25 En 1890, Renel reçoit sa mutation pour le lycée Lalande de Bourg-en-Bresse. Dans cet établissement comme à Roanne, il exerce sa profession en s’investissant pleinement, car le proviseur le déclare que Renel est « bon professeur par vocation »13.

26 Mais, songeant de plus en plus à une carrière universitaire, Renel commence à rassembler des éléments pour l’élaboration d’une thèse. Son intérêt particulier et toujours croissant pour le sanskrit14 et les mythologies de l’Inde l’incite tout naturellement à choisir comme sujet d’étude l’univers védique. Après mûre réflexion, Renel prend la décision d’intituler sa thèse : L’évolution d’un mythe. Açvins et Dioscures. Pour le diriger et l’assister dans son travail, il fait appel à l’éminent professeur Regnaud de Lyon.

27 En conséquence, bien déterminé à mener son projet à terme, Renel cherche à se rapprocher de la ville de Lyon. Son souhait d’intégrer un poste dans un lycée de l’agglomération lyonnaise ou de la périphérie devient alors de plus en plus pressant.
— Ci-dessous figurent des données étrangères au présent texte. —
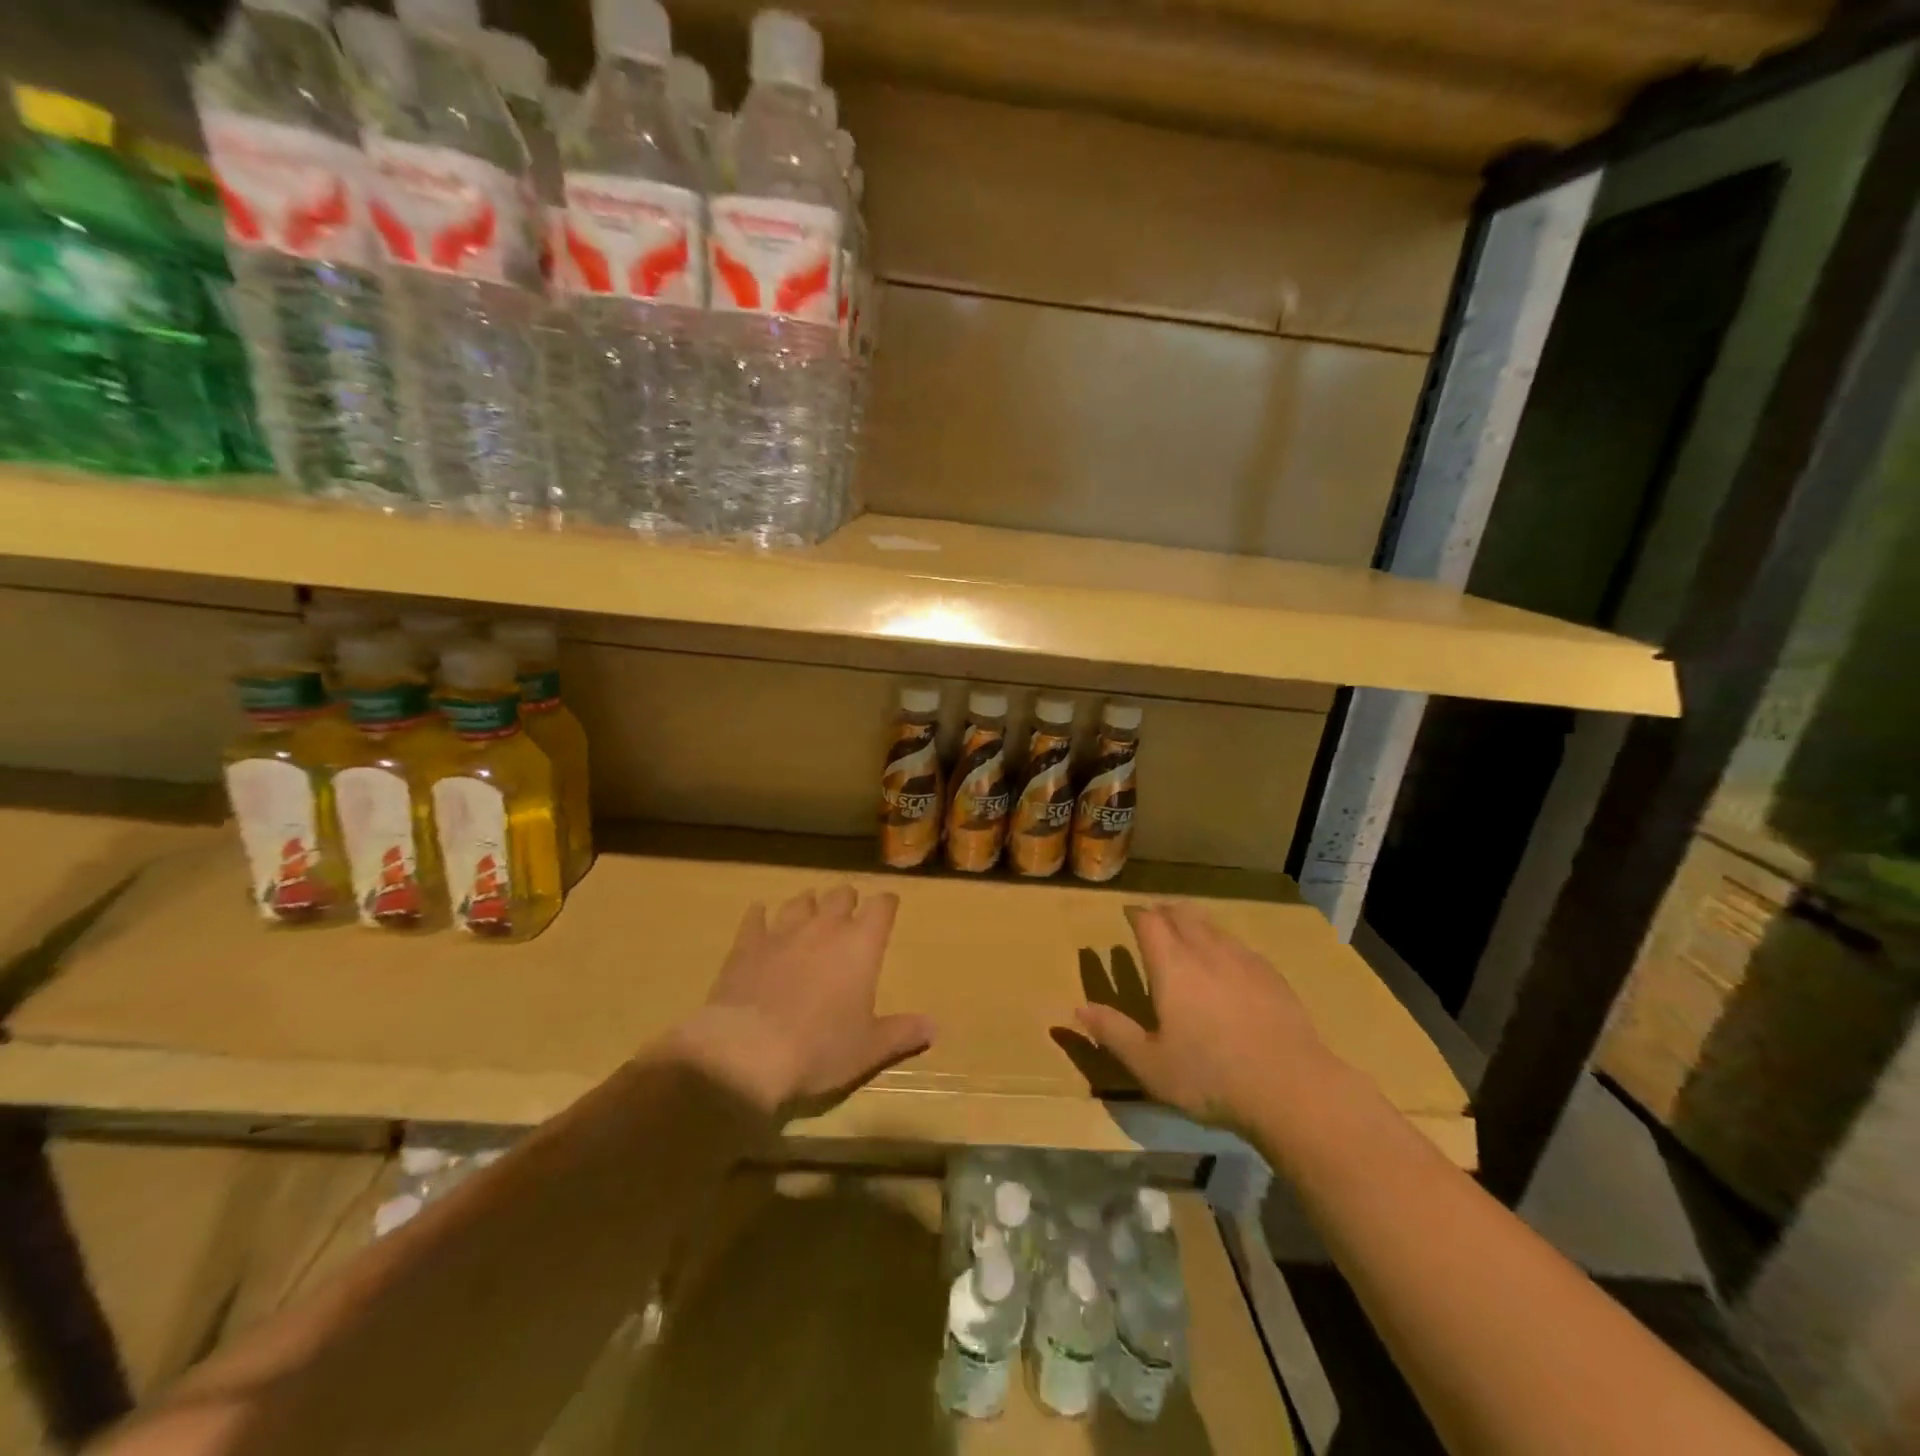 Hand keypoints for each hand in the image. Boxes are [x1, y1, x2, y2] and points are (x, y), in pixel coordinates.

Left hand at [675, 886, 935, 1118]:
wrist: (748, 1051)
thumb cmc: (820, 1048)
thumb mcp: (869, 1049)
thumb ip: (903, 1033)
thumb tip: (935, 1028)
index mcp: (861, 944)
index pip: (881, 907)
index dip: (886, 904)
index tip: (889, 906)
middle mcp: (825, 927)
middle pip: (841, 895)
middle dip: (848, 900)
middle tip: (849, 912)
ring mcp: (783, 931)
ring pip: (801, 901)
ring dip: (809, 904)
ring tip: (810, 910)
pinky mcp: (748, 944)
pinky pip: (756, 917)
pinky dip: (760, 915)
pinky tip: (760, 915)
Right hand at [1075, 903, 1336, 1132]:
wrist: (1291, 1088)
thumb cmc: (1210, 1077)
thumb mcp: (1150, 1064)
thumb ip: (1113, 1032)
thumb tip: (1078, 1009)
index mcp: (1172, 967)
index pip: (1150, 923)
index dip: (1137, 914)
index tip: (1128, 913)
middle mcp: (1206, 952)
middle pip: (1183, 914)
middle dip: (1165, 911)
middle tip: (1155, 917)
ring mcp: (1243, 961)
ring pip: (1213, 926)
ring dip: (1195, 923)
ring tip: (1188, 932)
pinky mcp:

Afin d’y parvenir, le jeune agrégé n’hésite pas à adresser des requêtes auprès des autorités compétentes, voire à son ministre de tutelle15. Mais en dépit de tant d’efforts déployés, ses appels demeurent vains. Charles Renel est maintenu sur son poste à Bourg-en-Bresse jusqu’en 1894. Il est alors affecté à Caen au lycée Malherbe en 1895. Il y enseigne la grammaire, le latin et le grec. Cependant, la préparation de sa thèse l’absorbe et reste sa préoccupation première.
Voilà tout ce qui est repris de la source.